→ Input material:
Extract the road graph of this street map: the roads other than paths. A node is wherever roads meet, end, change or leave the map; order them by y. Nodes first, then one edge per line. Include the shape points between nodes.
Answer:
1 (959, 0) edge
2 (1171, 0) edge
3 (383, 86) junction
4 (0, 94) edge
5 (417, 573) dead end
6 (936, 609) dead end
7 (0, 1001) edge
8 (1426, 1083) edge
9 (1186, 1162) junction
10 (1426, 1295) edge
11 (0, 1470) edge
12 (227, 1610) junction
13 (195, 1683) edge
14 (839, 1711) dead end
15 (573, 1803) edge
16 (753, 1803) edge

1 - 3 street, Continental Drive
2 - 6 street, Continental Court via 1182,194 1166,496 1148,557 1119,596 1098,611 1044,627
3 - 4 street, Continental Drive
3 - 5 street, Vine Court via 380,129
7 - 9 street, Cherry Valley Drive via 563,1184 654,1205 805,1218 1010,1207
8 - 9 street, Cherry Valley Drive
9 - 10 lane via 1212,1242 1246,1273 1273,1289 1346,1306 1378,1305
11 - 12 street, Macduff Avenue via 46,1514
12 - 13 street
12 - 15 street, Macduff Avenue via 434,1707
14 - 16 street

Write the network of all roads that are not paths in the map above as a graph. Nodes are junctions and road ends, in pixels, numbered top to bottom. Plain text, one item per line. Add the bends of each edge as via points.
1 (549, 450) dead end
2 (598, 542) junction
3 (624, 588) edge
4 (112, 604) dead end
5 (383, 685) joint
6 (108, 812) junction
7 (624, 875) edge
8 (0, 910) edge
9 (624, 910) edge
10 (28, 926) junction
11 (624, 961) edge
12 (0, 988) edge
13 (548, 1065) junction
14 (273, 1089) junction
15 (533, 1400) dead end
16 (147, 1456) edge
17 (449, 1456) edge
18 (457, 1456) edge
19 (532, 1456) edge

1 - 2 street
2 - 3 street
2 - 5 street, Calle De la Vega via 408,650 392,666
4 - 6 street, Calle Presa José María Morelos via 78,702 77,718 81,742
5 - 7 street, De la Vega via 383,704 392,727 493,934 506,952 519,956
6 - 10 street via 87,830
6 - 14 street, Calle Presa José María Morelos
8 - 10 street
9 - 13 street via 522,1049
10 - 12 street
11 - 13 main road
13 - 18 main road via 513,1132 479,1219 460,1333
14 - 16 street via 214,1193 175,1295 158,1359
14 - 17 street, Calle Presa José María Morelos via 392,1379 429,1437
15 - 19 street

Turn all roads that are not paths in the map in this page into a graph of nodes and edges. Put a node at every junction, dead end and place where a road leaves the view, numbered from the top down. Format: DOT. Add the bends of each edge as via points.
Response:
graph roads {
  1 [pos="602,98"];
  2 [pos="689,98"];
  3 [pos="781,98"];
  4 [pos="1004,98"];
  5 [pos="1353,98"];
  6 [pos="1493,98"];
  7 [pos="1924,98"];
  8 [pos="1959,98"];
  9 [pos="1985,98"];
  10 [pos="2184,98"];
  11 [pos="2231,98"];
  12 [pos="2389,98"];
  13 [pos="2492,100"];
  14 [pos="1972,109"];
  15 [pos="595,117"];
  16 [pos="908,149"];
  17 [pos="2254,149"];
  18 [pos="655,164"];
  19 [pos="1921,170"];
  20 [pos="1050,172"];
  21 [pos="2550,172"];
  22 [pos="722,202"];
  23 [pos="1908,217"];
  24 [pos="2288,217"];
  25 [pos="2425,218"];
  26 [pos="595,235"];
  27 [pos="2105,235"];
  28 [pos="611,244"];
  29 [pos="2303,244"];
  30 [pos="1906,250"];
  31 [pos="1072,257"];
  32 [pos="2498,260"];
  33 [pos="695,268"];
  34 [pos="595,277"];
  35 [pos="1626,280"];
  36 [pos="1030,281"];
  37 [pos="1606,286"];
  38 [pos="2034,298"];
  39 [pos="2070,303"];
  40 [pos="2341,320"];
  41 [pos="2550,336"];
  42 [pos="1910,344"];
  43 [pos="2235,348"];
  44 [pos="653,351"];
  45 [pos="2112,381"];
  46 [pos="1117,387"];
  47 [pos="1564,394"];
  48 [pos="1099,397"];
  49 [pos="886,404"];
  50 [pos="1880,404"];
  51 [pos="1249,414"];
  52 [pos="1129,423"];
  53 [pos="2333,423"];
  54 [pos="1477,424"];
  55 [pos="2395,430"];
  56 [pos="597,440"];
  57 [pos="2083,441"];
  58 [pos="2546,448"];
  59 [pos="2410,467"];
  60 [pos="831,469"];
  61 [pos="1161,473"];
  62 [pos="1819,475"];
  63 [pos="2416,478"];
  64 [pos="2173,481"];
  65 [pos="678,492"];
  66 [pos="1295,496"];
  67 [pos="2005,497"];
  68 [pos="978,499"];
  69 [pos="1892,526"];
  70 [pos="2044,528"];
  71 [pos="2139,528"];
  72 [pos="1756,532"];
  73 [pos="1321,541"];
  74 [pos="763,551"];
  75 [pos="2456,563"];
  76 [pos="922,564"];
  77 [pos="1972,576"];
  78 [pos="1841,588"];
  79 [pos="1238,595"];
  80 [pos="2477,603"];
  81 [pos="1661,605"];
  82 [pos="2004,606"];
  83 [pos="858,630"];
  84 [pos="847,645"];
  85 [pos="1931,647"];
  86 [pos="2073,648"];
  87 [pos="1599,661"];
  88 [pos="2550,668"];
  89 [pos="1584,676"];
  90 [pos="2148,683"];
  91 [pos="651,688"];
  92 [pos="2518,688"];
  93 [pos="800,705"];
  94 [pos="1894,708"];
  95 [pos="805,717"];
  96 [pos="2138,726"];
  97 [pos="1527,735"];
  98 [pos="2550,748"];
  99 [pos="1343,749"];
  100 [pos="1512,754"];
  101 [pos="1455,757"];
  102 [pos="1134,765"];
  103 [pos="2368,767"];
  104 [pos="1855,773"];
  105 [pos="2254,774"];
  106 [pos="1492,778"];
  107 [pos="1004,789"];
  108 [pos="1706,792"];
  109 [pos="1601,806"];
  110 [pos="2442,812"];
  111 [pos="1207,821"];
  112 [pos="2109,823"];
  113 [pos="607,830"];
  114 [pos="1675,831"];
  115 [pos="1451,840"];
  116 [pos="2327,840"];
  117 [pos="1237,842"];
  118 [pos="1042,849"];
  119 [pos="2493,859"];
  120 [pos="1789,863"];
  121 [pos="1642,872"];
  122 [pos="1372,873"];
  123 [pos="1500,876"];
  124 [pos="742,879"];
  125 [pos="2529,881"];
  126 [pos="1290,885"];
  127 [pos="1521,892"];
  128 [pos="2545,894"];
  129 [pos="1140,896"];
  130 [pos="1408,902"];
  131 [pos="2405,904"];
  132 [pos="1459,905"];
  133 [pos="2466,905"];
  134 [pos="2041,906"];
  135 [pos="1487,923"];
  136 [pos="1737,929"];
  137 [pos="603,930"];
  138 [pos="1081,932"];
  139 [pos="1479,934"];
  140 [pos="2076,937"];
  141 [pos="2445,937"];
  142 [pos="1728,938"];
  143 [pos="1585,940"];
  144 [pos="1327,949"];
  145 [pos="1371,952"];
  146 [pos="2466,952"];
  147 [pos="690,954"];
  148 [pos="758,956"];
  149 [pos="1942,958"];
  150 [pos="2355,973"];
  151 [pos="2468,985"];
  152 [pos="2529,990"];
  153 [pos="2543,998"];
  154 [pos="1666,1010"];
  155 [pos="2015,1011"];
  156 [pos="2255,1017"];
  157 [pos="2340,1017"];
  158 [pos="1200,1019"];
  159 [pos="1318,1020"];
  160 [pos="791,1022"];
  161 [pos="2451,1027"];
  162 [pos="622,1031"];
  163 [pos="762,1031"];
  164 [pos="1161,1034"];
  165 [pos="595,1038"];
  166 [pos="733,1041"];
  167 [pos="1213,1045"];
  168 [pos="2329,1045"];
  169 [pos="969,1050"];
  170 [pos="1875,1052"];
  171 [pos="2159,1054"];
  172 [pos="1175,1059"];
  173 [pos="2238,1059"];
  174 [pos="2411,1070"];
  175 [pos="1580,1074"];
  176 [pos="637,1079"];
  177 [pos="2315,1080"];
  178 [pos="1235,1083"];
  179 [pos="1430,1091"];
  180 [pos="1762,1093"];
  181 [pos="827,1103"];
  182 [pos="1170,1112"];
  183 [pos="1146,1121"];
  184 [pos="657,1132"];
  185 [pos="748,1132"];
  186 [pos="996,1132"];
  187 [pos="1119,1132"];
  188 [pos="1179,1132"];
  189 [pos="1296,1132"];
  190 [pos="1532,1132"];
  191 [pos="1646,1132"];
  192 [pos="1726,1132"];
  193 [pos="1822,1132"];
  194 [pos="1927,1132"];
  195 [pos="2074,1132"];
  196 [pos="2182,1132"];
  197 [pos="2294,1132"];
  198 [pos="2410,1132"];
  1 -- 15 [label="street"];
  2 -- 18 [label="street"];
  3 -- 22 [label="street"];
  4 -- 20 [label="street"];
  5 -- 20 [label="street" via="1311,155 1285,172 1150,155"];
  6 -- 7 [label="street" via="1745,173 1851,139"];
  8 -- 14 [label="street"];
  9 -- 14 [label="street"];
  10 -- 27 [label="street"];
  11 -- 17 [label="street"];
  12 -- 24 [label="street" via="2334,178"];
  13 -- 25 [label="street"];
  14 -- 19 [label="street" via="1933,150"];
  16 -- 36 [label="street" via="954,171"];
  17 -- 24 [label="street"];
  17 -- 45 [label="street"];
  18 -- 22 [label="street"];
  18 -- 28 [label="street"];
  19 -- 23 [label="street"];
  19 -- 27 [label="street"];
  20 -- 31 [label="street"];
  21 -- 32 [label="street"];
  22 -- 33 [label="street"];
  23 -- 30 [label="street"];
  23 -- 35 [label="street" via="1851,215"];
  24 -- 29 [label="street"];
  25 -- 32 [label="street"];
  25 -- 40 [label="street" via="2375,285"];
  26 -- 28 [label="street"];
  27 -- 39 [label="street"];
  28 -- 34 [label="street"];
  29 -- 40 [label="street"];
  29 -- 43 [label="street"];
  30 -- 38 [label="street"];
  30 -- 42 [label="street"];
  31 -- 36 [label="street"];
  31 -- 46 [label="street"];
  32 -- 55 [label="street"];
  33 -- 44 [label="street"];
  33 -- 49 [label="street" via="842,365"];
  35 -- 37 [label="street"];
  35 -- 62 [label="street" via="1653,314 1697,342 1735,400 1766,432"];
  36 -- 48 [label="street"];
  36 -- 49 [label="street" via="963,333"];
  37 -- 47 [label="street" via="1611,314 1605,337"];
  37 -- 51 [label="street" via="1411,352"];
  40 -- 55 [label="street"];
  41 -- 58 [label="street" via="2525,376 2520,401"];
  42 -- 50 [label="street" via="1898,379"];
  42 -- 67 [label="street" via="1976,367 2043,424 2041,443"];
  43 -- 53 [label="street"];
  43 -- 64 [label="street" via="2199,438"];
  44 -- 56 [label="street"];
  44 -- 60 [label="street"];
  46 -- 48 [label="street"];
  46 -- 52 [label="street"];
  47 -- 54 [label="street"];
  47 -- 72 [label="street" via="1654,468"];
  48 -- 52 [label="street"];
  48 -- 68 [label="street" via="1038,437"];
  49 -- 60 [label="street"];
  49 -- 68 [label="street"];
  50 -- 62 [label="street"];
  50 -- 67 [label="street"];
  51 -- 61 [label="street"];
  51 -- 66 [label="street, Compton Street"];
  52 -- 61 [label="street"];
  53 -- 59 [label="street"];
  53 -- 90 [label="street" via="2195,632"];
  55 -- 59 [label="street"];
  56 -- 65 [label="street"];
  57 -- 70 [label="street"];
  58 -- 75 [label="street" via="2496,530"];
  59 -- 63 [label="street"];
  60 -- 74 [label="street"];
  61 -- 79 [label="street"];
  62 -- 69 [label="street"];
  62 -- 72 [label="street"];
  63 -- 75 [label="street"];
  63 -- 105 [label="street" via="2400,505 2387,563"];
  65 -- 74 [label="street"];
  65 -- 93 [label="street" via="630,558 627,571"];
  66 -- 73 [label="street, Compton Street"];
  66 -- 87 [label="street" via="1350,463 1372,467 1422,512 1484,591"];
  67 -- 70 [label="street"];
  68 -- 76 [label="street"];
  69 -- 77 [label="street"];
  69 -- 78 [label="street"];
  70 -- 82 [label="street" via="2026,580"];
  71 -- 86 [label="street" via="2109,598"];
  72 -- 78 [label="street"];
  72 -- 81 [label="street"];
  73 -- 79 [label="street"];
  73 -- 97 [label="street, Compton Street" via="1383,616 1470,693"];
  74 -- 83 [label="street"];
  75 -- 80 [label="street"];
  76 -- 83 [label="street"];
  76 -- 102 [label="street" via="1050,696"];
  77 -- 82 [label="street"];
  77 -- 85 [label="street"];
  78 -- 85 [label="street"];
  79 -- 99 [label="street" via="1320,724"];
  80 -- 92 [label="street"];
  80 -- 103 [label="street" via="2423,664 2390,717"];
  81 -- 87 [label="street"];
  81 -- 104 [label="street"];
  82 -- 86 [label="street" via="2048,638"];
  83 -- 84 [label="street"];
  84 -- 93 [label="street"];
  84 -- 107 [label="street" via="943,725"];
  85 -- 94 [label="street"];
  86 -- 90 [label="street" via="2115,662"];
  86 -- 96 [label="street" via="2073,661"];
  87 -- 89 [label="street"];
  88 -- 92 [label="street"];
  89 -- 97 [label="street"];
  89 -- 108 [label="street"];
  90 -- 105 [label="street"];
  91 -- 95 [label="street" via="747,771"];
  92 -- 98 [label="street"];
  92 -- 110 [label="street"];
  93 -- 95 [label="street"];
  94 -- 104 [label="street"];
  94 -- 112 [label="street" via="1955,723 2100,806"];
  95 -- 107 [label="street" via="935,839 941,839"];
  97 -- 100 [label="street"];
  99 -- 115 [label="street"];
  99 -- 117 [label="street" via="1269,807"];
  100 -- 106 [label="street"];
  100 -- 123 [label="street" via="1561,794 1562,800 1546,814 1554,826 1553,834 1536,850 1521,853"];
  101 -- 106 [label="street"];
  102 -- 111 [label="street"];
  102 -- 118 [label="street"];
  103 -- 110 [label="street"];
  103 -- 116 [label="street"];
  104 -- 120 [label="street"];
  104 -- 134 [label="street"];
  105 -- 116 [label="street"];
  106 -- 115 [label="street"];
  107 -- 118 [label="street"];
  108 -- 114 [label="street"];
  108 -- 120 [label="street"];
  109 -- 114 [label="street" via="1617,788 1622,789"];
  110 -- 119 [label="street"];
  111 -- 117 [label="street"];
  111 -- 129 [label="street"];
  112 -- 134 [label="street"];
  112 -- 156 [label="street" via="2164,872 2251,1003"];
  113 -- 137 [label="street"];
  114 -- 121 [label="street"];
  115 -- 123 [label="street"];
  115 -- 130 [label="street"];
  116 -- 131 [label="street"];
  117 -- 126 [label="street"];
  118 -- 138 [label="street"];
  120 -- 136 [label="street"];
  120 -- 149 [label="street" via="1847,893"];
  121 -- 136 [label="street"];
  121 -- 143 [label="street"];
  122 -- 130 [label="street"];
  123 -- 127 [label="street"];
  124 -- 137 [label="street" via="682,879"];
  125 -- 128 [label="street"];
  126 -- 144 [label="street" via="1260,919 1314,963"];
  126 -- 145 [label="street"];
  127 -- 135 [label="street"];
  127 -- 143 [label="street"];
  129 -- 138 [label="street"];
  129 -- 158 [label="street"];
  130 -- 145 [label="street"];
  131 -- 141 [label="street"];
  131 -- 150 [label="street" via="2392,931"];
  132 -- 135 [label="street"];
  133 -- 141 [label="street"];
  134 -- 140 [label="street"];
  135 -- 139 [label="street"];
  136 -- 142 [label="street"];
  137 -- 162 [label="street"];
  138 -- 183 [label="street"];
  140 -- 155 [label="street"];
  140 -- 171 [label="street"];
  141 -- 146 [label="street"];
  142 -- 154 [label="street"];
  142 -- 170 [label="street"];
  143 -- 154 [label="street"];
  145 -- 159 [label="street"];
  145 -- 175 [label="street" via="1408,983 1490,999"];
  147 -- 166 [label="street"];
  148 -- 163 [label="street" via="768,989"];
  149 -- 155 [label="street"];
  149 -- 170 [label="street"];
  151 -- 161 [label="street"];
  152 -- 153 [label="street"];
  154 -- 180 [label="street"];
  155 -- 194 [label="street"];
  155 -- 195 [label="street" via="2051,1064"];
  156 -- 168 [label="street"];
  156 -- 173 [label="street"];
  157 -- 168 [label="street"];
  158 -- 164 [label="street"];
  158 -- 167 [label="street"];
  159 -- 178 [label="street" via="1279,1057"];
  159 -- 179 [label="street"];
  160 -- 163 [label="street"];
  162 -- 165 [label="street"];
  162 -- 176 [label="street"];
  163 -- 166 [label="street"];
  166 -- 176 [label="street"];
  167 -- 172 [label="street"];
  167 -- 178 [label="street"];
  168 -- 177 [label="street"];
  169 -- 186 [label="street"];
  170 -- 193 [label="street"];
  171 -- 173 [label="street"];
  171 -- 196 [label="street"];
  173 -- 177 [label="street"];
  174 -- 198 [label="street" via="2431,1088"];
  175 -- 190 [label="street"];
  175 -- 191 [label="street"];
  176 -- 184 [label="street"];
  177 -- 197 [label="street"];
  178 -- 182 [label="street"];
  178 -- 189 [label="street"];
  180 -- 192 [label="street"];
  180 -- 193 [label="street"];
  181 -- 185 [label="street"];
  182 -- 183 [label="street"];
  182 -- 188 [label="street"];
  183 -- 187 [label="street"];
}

→ Activity: Every line in the data that holds "points" should be copied out.

→ Result of this exercise:
Extract the road graph of this street map: the roads other than paths. A node is wherever roads meet, end, change or leave the map; order them by y. Nodes first, then one edge per line. Include the shape points between nodes.
Write the network of all roads that are not paths in the map above as a graph. Nodes are junctions and road ends, in pixels, numbered top to bottom. Plain text, one item per line. Add the bends of each edge as via points.
Turn all roads that are not paths in the map in this page into a graph of nodes and edges. Put a node at every junction, dead end and place where a road leaves the view, numbered from the top down. Format: DOT. Add the bends of each edge as via points.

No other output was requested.